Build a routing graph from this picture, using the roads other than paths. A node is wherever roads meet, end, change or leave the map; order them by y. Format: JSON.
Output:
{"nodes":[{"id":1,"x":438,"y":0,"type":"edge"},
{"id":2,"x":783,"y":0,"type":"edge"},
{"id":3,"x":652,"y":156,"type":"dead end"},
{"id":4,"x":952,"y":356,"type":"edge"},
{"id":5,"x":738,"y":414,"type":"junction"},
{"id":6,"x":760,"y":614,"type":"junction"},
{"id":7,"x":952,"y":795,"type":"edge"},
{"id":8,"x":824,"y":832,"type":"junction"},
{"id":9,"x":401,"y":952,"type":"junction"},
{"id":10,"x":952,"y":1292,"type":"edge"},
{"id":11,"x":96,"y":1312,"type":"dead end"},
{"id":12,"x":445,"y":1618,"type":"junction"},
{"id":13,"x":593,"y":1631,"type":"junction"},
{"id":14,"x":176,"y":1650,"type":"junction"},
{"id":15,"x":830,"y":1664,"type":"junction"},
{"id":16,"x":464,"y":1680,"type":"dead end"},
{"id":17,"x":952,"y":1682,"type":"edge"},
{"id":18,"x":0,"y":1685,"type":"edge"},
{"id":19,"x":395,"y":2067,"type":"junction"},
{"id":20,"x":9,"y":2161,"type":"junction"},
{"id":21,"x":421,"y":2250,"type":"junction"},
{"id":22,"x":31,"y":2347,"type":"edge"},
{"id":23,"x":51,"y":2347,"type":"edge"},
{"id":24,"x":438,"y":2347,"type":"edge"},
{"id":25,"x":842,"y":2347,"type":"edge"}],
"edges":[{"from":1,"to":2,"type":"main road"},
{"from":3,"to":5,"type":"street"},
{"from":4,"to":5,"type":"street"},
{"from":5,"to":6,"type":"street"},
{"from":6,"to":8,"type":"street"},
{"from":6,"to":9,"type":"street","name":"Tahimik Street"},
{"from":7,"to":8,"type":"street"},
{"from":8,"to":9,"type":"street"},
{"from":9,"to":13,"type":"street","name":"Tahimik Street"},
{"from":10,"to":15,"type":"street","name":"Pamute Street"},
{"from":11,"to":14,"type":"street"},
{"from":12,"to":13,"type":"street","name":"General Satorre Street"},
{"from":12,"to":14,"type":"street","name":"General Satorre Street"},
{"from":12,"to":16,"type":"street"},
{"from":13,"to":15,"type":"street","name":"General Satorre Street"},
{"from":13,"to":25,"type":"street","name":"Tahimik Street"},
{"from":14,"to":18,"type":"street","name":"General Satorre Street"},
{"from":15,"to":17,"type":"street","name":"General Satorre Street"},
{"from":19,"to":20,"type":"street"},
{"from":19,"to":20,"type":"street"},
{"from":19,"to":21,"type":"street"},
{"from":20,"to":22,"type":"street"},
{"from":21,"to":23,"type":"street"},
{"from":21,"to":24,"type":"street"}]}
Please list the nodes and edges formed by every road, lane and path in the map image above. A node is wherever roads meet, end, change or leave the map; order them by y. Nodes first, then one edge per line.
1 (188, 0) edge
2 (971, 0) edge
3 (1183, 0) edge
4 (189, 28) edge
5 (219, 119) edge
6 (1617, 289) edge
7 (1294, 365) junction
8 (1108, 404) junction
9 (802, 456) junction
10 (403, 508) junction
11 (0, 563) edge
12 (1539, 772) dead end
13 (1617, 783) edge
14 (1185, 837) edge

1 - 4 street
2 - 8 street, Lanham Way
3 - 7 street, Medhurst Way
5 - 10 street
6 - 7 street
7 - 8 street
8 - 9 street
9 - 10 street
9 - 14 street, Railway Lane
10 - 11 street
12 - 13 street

● ● ● ● ●

**REQUIREMENT**:
Look over the entries above and say how many lines contain "roads"; give only the number.

**WRITTEN REPLY**:
2